_Required action_
Select, from the data, each line where "Avenue" occurs.

[[ Listed records, beginning ]]

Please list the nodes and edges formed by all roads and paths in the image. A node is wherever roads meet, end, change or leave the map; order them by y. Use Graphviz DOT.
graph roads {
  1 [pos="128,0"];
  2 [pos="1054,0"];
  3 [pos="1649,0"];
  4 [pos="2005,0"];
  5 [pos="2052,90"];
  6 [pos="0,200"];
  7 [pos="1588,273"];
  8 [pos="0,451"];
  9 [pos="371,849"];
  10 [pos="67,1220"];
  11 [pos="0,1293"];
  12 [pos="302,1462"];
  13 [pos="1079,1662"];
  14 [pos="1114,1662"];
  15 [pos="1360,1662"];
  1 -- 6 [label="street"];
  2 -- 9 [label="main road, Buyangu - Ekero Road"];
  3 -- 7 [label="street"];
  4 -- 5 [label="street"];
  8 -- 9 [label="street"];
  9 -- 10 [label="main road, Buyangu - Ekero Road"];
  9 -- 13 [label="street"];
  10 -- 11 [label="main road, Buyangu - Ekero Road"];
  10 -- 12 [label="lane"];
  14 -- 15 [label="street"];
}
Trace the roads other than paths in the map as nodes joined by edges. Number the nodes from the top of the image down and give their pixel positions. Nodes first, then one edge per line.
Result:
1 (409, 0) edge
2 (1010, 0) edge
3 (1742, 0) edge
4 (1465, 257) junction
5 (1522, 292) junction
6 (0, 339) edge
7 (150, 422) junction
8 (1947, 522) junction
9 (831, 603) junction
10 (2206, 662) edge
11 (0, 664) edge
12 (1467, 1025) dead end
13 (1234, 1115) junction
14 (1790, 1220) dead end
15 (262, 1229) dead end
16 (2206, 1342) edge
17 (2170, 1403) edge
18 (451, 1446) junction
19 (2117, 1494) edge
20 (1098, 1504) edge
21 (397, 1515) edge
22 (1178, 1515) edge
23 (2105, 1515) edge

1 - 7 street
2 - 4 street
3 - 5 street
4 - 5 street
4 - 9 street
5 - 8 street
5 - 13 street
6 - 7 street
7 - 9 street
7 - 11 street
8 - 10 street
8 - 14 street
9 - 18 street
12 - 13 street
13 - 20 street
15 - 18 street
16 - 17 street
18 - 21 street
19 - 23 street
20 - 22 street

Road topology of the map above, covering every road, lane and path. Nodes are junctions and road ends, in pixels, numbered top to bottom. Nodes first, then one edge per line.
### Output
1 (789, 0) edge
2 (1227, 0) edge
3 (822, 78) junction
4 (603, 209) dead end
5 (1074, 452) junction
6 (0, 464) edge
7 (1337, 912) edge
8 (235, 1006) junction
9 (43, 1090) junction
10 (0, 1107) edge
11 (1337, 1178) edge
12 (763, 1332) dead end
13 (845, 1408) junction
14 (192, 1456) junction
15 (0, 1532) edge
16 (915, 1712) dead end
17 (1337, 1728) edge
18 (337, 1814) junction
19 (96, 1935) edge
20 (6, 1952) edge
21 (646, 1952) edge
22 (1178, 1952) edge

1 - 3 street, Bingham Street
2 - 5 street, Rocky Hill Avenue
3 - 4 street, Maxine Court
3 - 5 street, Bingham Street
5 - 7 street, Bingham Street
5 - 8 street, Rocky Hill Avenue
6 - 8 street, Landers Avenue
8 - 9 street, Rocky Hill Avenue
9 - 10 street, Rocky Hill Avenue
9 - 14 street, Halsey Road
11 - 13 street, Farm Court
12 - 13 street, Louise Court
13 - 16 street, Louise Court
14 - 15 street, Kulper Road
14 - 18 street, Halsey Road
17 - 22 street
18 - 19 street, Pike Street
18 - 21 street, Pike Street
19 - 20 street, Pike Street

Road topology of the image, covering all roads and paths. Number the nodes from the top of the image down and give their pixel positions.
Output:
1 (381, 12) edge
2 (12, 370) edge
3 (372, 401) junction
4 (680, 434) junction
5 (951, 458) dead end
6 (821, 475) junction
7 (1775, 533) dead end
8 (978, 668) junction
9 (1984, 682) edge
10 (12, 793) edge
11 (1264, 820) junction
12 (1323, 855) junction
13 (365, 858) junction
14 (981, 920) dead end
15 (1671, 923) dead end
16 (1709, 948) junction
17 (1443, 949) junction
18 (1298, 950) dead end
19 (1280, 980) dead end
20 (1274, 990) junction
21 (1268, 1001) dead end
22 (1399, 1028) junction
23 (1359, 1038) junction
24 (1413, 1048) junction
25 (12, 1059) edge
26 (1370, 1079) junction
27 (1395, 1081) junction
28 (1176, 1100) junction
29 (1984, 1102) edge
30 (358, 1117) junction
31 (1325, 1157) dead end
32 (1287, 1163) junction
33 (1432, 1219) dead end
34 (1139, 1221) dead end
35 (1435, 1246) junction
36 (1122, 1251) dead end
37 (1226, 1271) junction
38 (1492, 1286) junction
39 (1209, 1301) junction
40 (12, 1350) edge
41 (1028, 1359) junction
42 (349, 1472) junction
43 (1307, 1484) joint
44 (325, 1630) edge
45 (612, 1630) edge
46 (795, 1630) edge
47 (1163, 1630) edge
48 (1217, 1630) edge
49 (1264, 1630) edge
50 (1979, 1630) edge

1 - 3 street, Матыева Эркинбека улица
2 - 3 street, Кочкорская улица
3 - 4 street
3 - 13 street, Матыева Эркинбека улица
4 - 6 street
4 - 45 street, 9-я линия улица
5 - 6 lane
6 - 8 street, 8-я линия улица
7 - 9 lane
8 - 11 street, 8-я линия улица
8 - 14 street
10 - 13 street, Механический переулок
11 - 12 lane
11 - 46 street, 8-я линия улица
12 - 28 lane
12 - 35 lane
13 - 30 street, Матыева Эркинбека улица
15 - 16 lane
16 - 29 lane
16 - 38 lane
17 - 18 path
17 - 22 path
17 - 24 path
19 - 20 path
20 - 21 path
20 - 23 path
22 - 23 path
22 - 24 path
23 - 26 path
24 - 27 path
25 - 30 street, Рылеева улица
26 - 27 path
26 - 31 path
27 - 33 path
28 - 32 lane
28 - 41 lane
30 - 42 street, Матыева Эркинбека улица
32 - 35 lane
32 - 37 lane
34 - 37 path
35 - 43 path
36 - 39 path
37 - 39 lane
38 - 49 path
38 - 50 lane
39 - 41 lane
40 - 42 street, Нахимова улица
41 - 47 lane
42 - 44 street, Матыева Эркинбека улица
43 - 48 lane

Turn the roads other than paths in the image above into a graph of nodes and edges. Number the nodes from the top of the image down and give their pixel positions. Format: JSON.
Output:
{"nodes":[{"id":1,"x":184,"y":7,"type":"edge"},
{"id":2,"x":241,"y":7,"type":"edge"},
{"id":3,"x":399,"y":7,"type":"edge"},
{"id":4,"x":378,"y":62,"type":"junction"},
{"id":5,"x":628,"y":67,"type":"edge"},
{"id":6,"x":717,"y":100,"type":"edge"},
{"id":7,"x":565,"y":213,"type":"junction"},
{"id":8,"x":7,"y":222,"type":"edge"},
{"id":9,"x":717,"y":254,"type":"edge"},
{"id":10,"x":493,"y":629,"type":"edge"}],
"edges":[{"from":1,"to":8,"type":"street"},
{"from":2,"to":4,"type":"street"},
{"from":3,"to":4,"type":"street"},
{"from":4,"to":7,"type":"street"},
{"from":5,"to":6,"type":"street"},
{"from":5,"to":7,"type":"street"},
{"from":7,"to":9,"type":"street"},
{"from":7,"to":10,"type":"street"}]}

[[ Listed records, end ]]

_Exercise answer_
2 - 5 street, Rocky Hill Avenue
5 - 8 street, Rocky Hill Avenue
6 - 8 street, Landers Avenue
8 - 9 street, Rocky Hill Avenue
9 - 10 street, Rocky Hill Avenue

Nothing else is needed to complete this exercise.